What needs to be done: Omit the images. Restate all of the records word for word.

[Stored data]

⟨

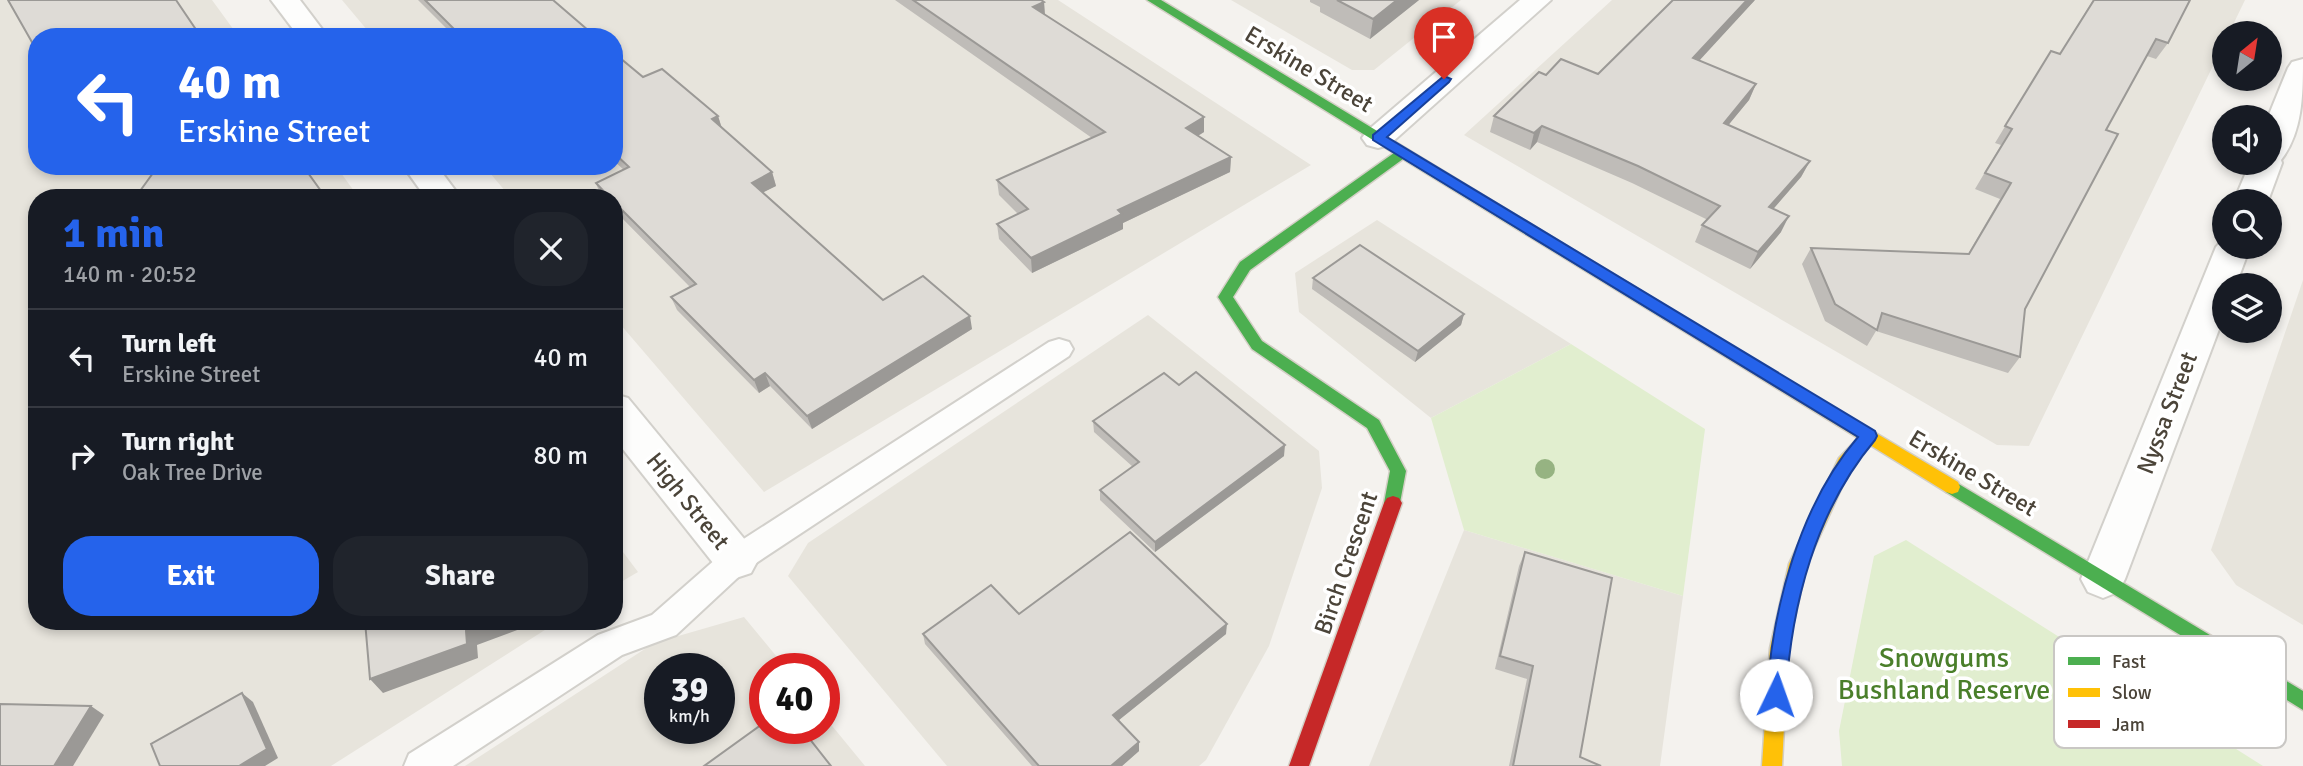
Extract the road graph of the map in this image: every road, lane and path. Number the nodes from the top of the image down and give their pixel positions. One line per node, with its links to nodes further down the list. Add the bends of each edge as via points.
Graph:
1 (285, 0): 4 (street)
2 (1153, 0): 7 (street, Erskine Street)
3 (1536, 0): 7 (street)
4 (307, 28)
5 (2303, 68): 6 (street)
6 (2282, 122)
7 (1390, 145): 13 (street, Erskine Street); 20 (street, Birch Crescent, via 1245,266 1225,297 1257,345 1373,424 1398,471 1392,509)
8 (426, 175): 9 (street)
9 (437, 189)
10 (2228, 259): 15 (street, Nyssa Street)
11 (1059, 349): 14 (lane)
12 (623, 420): 14 (street, High Street)
13 (1869, 436): 15 (street, Erskine Street); 21 (street, via 1840,472 1798,564 1779,648)
14 (736, 560): 19 (lane, via 664,625 610,645)
15 (2103, 579): 16 (street, Erskine Street)
16 (2196, 636)
17 (2286, 691): 18 (street, Erskine Street)
18 (2303, 701)
19 (422, 766)
20 (1299, 766)
21 (1772, 766)

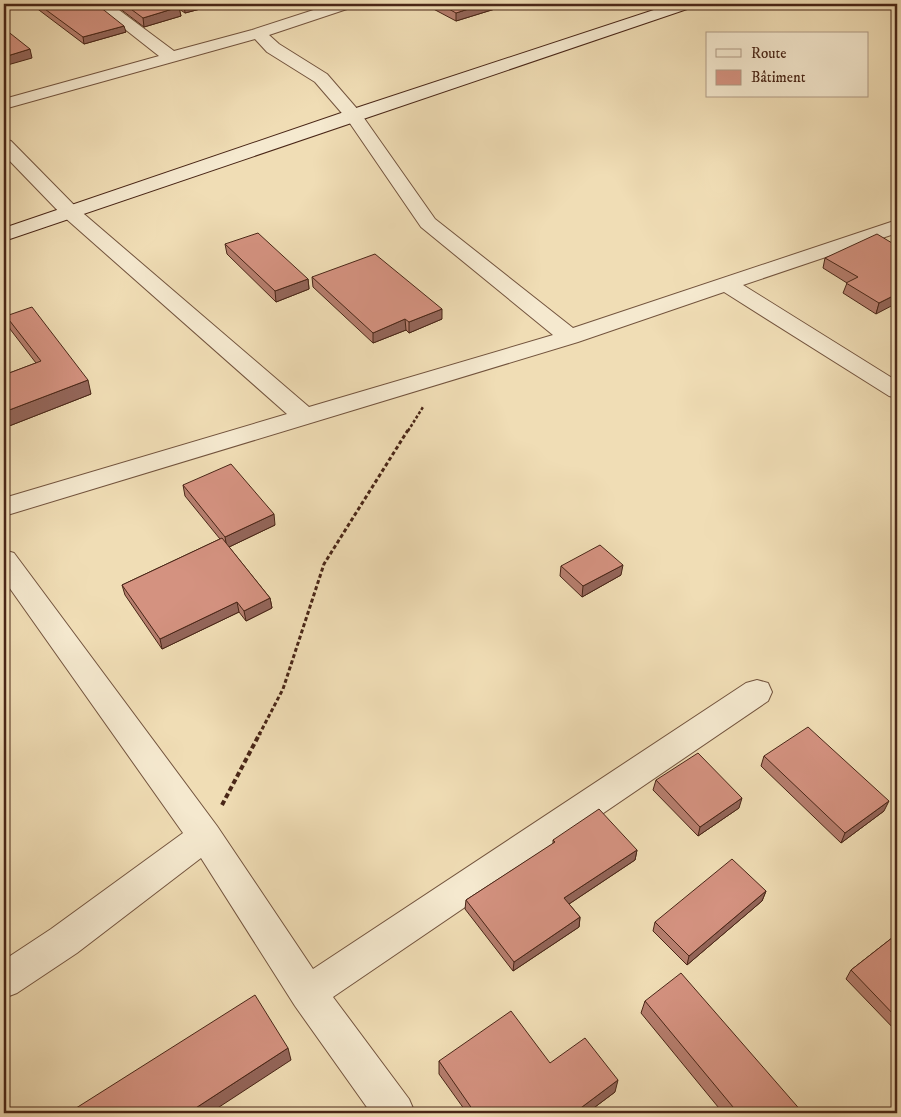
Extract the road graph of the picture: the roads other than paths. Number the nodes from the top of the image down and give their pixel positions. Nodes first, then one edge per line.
1 (101, 4) edge
2 (347, 4) edge
3 (687, 4) edge
4 (258, 33) junction
5 (170, 56) junction
6 (4, 104) edge
7 (353, 115) junction
8 (4, 145) edge
9 (70, 212) junction
10 (897, 226) edge
11 (4, 235) edge
12 (726, 284) junction
13 (570, 337) junction
14 (897, 391) edge
15 (305, 417) junction
16 (4, 507) edge
17 (4, 560) edge
18 (756, 692) dead end
19 (206, 836) junction
20 (4, 981) edge
21 (308, 993) junction
22 (395, 1113) edge

1 - 5 street
2 - 4 street
3 - 7 street
4 - 5 street
4 - 7 street
5 - 6 street
7 - 9 street
7 - 13 street
8 - 9 street
9 - 11 street
9 - 15 street
10 - 12 street
12 - 13 street
12 - 14 street
13 - 15 street
15 - 16 street
17 - 19 street
18 - 21 street
19 - 20 street
19 - 21 street
21 - 22 street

⟩

Solved exercise:
Extract the road graph of the map in this image: every road, lane and path. Number the nodes from the top of the image down and give their pixel positions. One line per node, with its links to nodes further down the list. Add the bends of each edge as via points.
Graph:
1 (285, 0): 4 (street)
2 (1153, 0): 7 (street, Erskine Street)
3 (1536, 0): 7 (street)
4 (307, 28)
5 (2303, 68): 6 (street)
6 (2282, 122)
7 (1390, 145): 13 (street, Erskine Street); 20 (street, Birch Crescent, via 1245,266 1225,297 1257,345 1373,424 1398,471 1392,509)
8 (426, 175): 9 (street)
9 (437, 189)
10 (2228, 259): 15 (street, Nyssa Street)
11 (1059, 349): 14 (lane)
12 (623, 420): 14 (street, High Street)
13 (1869, 436): 15 (street, Erskine Street); 21 (street, via 1840,472 1798,564 1779,648)
14 (736, 560): 19 (lane, via 664,625 610,645)
15 (2103, 579): 16 (street, Erskine Street)
16 (2196, 636)
17 (2286, 691): 18 (street, Erskine Street)
18 (2303, 701)
19 (422, 766)
20 (1299, 766)
21 (1772, 766)

Extract the road graph of the picture: the roads other than paths. Number the nodes from the top of the image down and give their pixel positions. Nodes first, then one edge per line.
1 (101, 4) edge
2 (347, 4) edge
3 (687, 4) edge
4 (258, 33) junction
5 (170, 56) junction
6 (4, 104) edge
7 (353, 115) junction
8 (4, 145) edge
9 (70, 212) junction
10 (897, 226) edge
11 (4, 235) edge
12 (726, 284) junction
13 (570, 337) junction
14 (897, 391) edge
15 (305, 417) junction
16 (4, 507) edge
17 (4, 560) edge
18 (756, 692) dead end
19 (206, 836) junction
20 (4, 981) edge
21 (308, 993) junction
22 (395, 1113) edge

1 - 5 street
2 - 4 street
3 - 7 street
4 - 5 street
4 - 7 street
5 - 6 street
7 - 9 street
7 - 13 street
8 - 9 street
9 - 11 street
9 - 15 street
10 - 12 street
12 - 13 street
12 - 14 street
13 - 15 street
15 - 16 street
17 - 19 street
18 - 21 street
19 - 20 street
19 - 21 street
21 - 22 street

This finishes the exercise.